The findings have potentially important implications. They demonstrate that the current approach to the development and regulation of new hip and knee prostheses may need to be reviewed. Orthopaedic manufacturers must carefully consider the reasons for introducing new technology as well as the pathway to development and assessment of new hip and knee replacement prostheses. Currently, it appears that most new technology is rarely used, and when it is used it is no better than what is already available. The finding that a substantial number of new prostheses are associated with a potential for a less satisfactory outcome indicates that premarket assessment may be inadequate.
In order to prevent the introduction of these unsatisfactory prostheses, a clear strategy should be in place to ensure that they never reach the market. Currently, there are no standards that define what is required for premarket assessment of hip and knee replacement prostheses and the approach to the assessment by both manufacturers and regulators is ad hoc. Being that a large number of hip and knee prostheses are already available on the market and have had excellent long-term clinical outcomes, it is imperative that new prostheses be introduced only if there is sufficient evidence to justify their introduction. Therefore, the type and amount of information that are required to undertake a premarket assessment need to be reevaluated and clarified. Also, once prostheses are implanted, they should be carefully monitored. No amount of stringent regulation of premarketing could definitely predict all possible failures. Therefore, regulators must develop more stringent approaches to both product approval and postmarket surveillance.
It could be argued that changing the regulatory classification of hip and knee prostheses may negatively impact the development of new technology in this area. As a consequence, patients may be denied beneficial innovation or beneficial innovation in a timely fashion. However, the whole purpose of the introduction of new prostheses is to improve the patient's outcome. One needs to be mindful that the value of an intervention does not reside in its newness or unique mechanism of action; rather, it lies in its ability to improve the patient's outcome. Identifying prostheses that are prone to an increased risk of revision will prevent the introduction of these prostheses and will ultimately prevent iatrogenic harm to patients. Not only would there be a reduction in secondary surgical procedures, arthroplasty revisions, and the complications associated with each, but there would also be cost savings.

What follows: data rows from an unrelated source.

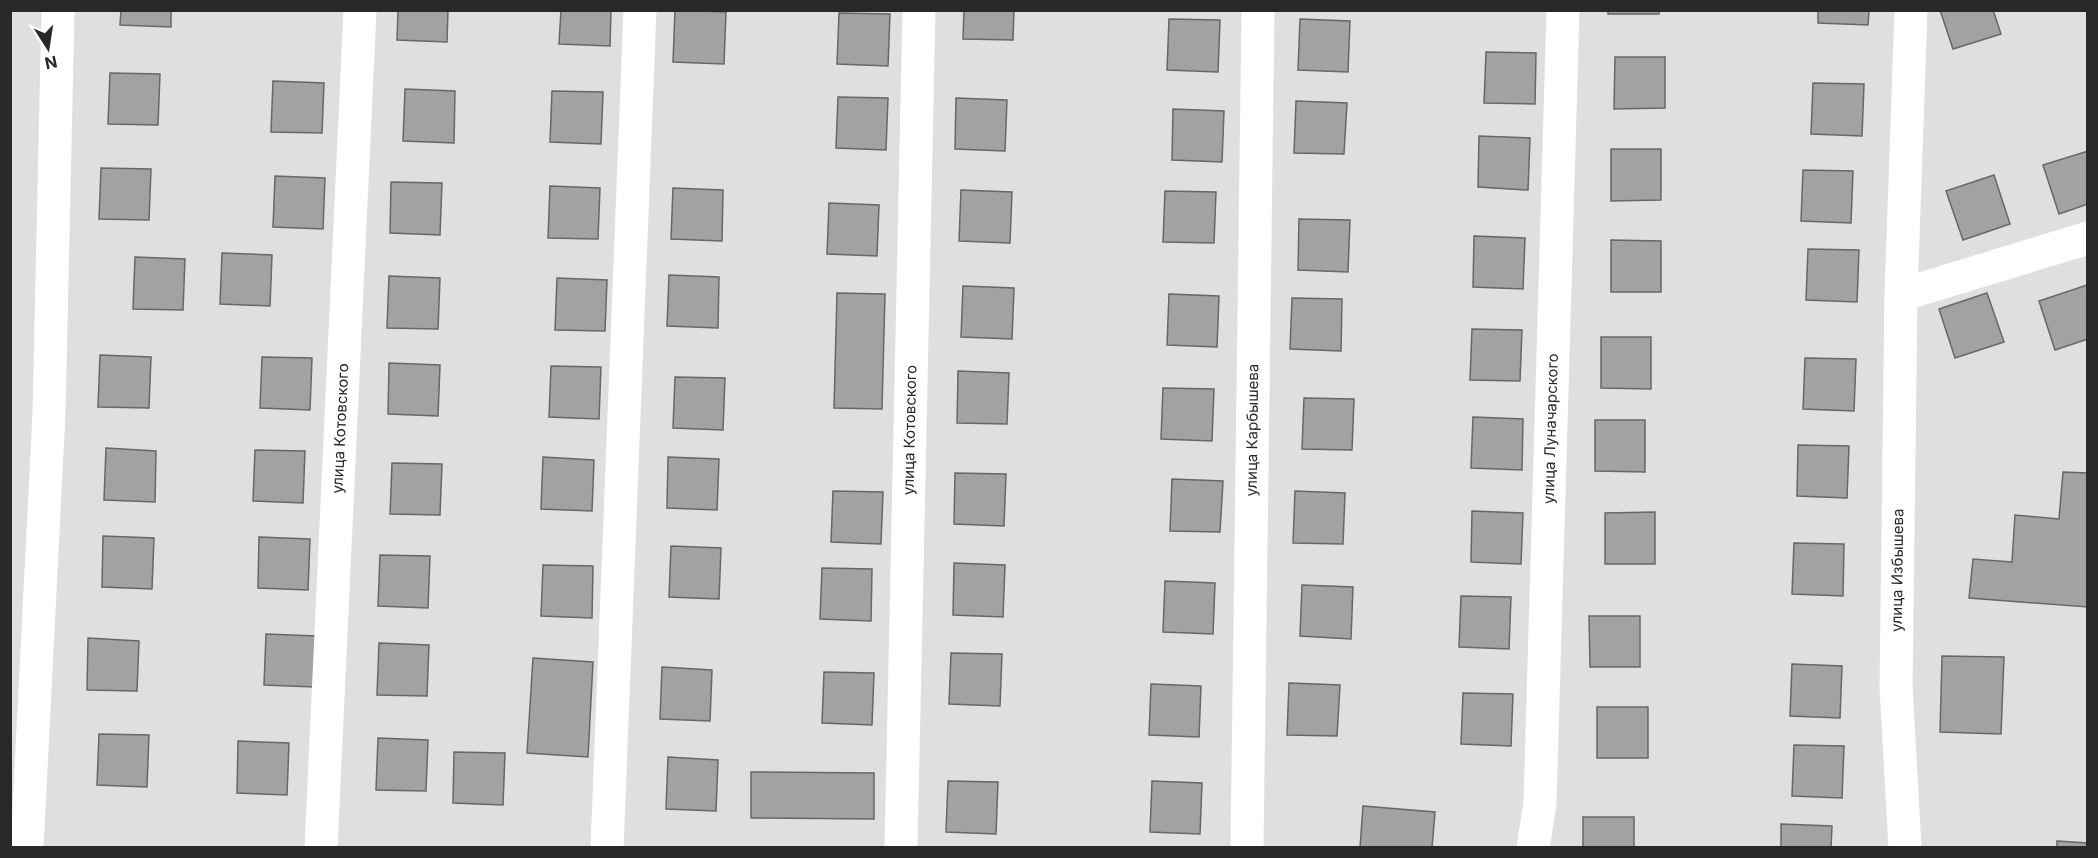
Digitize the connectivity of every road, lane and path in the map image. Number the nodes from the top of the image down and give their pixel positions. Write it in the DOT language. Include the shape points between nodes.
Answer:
graph roads {
  1 [pos="58,10"];
  2 [pos="360,10"];
  3 [pos="640,10"];
  4 [pos="920,10"];
  5 [pos="1258,10"];
  6 [pos="1563,10"];
  7 [pos="1911,10"];
  8 [pos="2088,238"];
  9 [pos="1901,295"];
  10 [pos="27,848"];
  11 [pos="321,848"];
  12 [pos="607,848"];
  13 [pos="901,848"];
  14 [pos="1247,848"];
  15 [pos="1533,848"];
  16 [pos="1905,848"];
  1 -- 10 [label="street" via="49,413"];
  2 -- 11 [label="street, улица Котовского"];
  3 -- 12 [label="street"];
  4 -- 13 [label="street, улица Котовского"];
  5 -- 14 [label="street, улица Карбышева"];
  6 -- 15 [label="street, улица Луначарского" via="1540,803"];
  7 -- 9 [label="street, улица Избышева"];
  8 -- 9 [label="street"];
  9 -- 16 [label="street, улица Избышева" via="1896,687"];
}
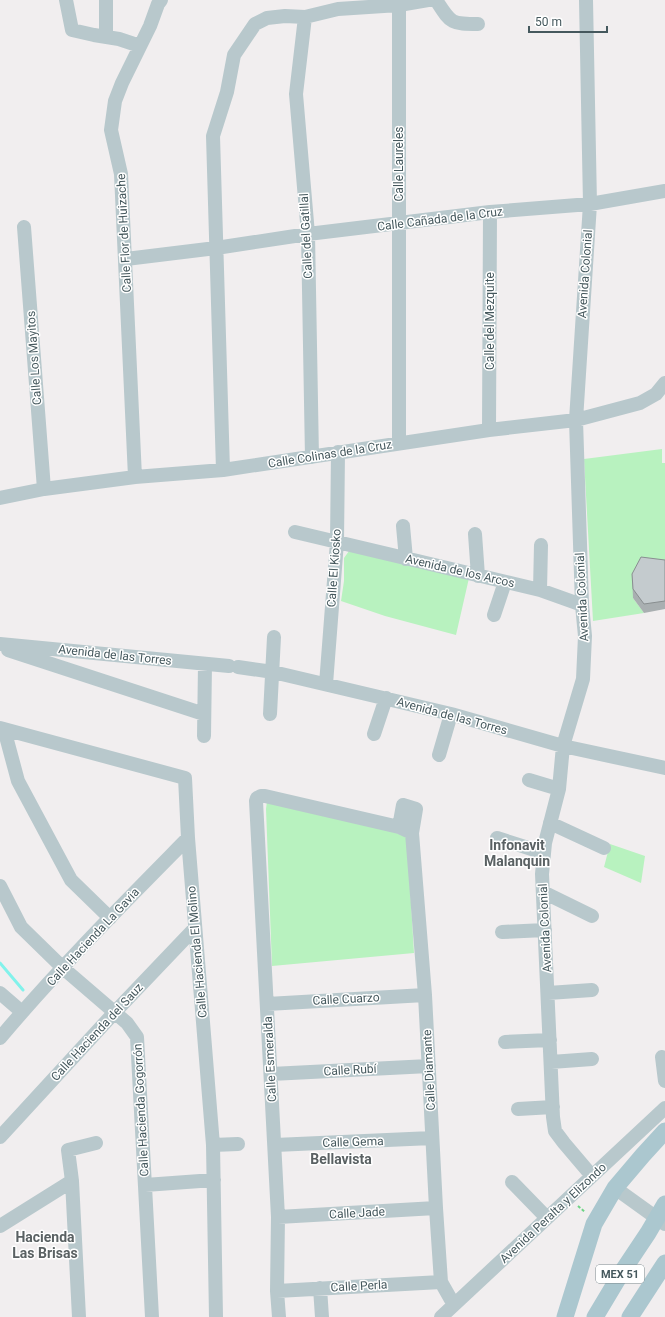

Finally, it is also clear that orthopaedic surgeons need to be more discriminatory and evidence-based in their approach to their choice of prosthesis. However, this poses considerable difficulties for surgeons as the available literature is limited in its ability to identify and recommend specific prostheses. Caution must be exercised when assessing advertisements and industrial claims. It seems sensible to change to a new prosthesis only if there is sufficient evidence that it is likely to perform better than what the surgeon is currently using.